Work request:
Give back every entry, exactly as written.

(Saved data entries)
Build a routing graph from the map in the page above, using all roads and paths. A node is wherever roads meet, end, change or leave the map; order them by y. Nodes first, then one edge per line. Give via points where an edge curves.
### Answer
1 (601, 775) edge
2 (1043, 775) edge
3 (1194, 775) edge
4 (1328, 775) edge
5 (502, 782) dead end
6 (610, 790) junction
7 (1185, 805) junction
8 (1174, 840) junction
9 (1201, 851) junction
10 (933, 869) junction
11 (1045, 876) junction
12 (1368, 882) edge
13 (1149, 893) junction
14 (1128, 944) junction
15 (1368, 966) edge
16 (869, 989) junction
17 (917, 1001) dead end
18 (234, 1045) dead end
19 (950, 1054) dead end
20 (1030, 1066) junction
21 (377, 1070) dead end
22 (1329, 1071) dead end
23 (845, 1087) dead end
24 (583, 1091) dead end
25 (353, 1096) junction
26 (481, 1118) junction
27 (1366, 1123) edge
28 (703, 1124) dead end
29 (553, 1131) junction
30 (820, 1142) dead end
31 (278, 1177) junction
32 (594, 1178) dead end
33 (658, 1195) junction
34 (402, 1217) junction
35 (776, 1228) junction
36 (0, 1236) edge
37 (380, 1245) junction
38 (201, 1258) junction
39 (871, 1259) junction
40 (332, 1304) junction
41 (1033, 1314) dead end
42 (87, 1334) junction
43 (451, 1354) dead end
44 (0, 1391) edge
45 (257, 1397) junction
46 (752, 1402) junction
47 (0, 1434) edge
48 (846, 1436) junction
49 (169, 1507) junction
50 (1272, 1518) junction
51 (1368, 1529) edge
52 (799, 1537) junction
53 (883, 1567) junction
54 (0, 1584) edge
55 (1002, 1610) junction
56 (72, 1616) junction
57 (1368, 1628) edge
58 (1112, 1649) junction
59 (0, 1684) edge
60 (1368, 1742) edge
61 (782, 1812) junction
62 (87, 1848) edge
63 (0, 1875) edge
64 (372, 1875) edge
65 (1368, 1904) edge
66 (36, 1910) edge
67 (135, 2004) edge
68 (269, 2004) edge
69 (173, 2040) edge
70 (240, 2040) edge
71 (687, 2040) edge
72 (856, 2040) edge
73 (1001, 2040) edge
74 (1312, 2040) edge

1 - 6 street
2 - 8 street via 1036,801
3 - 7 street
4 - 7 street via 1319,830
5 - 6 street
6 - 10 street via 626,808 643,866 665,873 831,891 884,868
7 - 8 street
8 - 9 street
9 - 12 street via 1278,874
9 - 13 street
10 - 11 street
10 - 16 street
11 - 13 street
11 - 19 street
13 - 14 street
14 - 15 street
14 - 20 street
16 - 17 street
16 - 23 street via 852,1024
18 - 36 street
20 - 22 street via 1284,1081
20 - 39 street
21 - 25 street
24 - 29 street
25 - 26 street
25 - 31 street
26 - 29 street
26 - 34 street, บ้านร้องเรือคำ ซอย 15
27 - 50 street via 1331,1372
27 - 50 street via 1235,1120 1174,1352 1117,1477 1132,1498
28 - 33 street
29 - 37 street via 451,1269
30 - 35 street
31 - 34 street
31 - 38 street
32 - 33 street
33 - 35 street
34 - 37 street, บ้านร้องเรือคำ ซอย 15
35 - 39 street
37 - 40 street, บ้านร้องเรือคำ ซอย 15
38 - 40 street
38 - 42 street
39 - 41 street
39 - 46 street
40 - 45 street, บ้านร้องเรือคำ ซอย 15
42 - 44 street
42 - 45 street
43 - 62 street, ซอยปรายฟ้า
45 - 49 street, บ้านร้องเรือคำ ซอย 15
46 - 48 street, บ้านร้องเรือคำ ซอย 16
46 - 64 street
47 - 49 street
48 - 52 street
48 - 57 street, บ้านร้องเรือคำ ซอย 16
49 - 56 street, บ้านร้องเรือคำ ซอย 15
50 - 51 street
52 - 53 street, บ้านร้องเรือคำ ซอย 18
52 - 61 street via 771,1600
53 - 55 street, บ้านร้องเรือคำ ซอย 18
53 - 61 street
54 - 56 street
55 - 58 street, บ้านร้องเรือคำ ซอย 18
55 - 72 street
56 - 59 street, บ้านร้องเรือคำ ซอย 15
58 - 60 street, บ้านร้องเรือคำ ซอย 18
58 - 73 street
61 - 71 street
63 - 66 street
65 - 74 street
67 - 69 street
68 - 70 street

Result of this task:
Build a routing graph from the map in the page above, using all roads and paths. A node is wherever roads meet, end, change or leave the map; order them by y. Nodes first, then one edge per line. Give via points where an edge curves.
### Answer
1 (601, 775) edge
2 (1043, 775) edge
3 (1194, 775) edge
4 (1328, 775) edge
5 (502, 782) dead end
6 (610, 790) junction
7 (1185, 805) junction
8 (1174, 840) junction
9 (1201, 851) junction
10 (933, 869) junction
11 (1045, 876) junction
12 (1368, 882) edge
13 (1149, 893) junction
14 (1128, 944) junction
15 (1368, 966) edge
16 (869, 989) junction
17 (917, 1001) dead end
18 (234, 1045) dead end
19 (950, 1054) dead end
20 (1030, 1066) junction
21 (377, 1070) dead end
22 (1329, 1071) dead end
23 (845, 1087) dead end
24 (583, 1091) dead end
25 (353, 1096) junction
26 (481, 1118) junction
27 (1366, 1123) edge
28 (703, 1124) dead end
29 (553, 1131) junction
30 (820, 1142) dead end
31 (278, 1177) junction
32 (594, 1178) dead end
33 (658, 1195) junction
34 (402, 1217) junction
35 (776, 1228) junction
36 (0, 1236) edge
37 (380, 1245) junction
38 (201, 1258) junction
39 (871, 1259) junction
40 (332, 1304) junction
41 (1033, 1314) dead end
42 (87, 1334) junction
43 (451, 1354) dead end
44 (0, 1391) edge
45 (257, 1397) junction
46 (752, 1402) junction
47 (0, 1434) edge
48 (846, 1436) junction
49 (169, 1507) junction
50 (1272, 1518) junction
51 (1368, 1529) edge
52 (799, 1537) junction
53 (883, 1567) junction
54 (0, 1584) edge
55 (1002, 1610) junction
56 (72, 1616) junction
57 (1368, 1628) edge
58 (1112, 1649) junction
59 (0, 1684) edge
60 (1368, 1742) edge
61 (782, 1812) junction
62 (87, 1848) edge
63 (0, 1875) edge
64 (372, 1875) edge
65 (1368, 1904) edge
66 (36, 1910) edge
67 (135, 2004) edge
68 (269, 2004) edge
69 (173, 2040) edge
70 (240, 2040) edge
71 (687, 2040) edge
72 (856, 2040) edge
73 (1001, 2040) edge
74 (1312, 2040) edge

1 - 6 street
2 - 8 street via 1036,801
3 - 7 street
4 - 7 street via 1319,830
5 - 6 street
6 - 10 street via 626,808 643,866 665,873 831,891 884,868
7 - 8 street
8 - 9 street
9 - 12 street via 1278,874
9 - 13 street
10 - 11 street
10 - 16 street
11 - 13 street
11 - 19 street
13 - 14 street
14 - 15 street
14 - 20 street
16 - 17 street
16 - 23 street via 852,1024
18 - 36 street
20 - 22 street via 1284,1081
20 - 39 street
21 - 25 street
24 - 29 street
25 - 26 street
25 - 31 street
26 - 29 street
26 - 34 street, บ้านร้องเรือคำ ซอย 15
27 - 50 street via 1331,1372
27 - 50 street via 1235,1120 1174,1352 1117,1477 1132,1498
28 - 33 street
29 - 37 street via 451,1269
30 - 35 street
31 - 34 street
31 - 38 street
32 - 33 street
33 - 35 street
34 - 37 street, บ้านร้องเรือคำ ซอย 15
35 - 39 street
37 - 40 street, บ้านร้องเรือคำ ซอย 15
38 - 40 street
38 - 42 street
39 - 41 street
39 - 46 street
40 - 45 street, บ้านร้องเรือคำ ซอย 15
42 - 44 street
42 - 45 street
43 - 62 street, ซอยปรายฟ้า
45 - 49 street, บ้านร้องเรือคำ ซอย 15
46 - 48 street, บ้านร้องเรือคำ ซอย 16
46 - 64 street
47 - 49 street
48 - 52 street
48 - 57 street, บ้านร้องเรือคำ ซอย 16
49 - 56 street, บ้านร้องเรือคำ ซอย 15
50 - 51 street
52 - 53 street, บ้านร้องเรือคำ ซอย 18
52 - 61 street via 771,1600
53 - 55 street, บ้านร้องเรือคำ ซอย 18
53 - 61 street
54 - 56 street
55 - 58 street, บ้านร้องเรือคำ ซอย 18
55 - 72 street
56 - 59 street, บ้านร้องเรือคำ ซอย 15
58 - 60 street, บ้านร้องเรือคำ ซอย 18
58 - 73 street
61 - 71 street
63 - 66 street
65 - 74 street
67 - 69 street
68 - 70 street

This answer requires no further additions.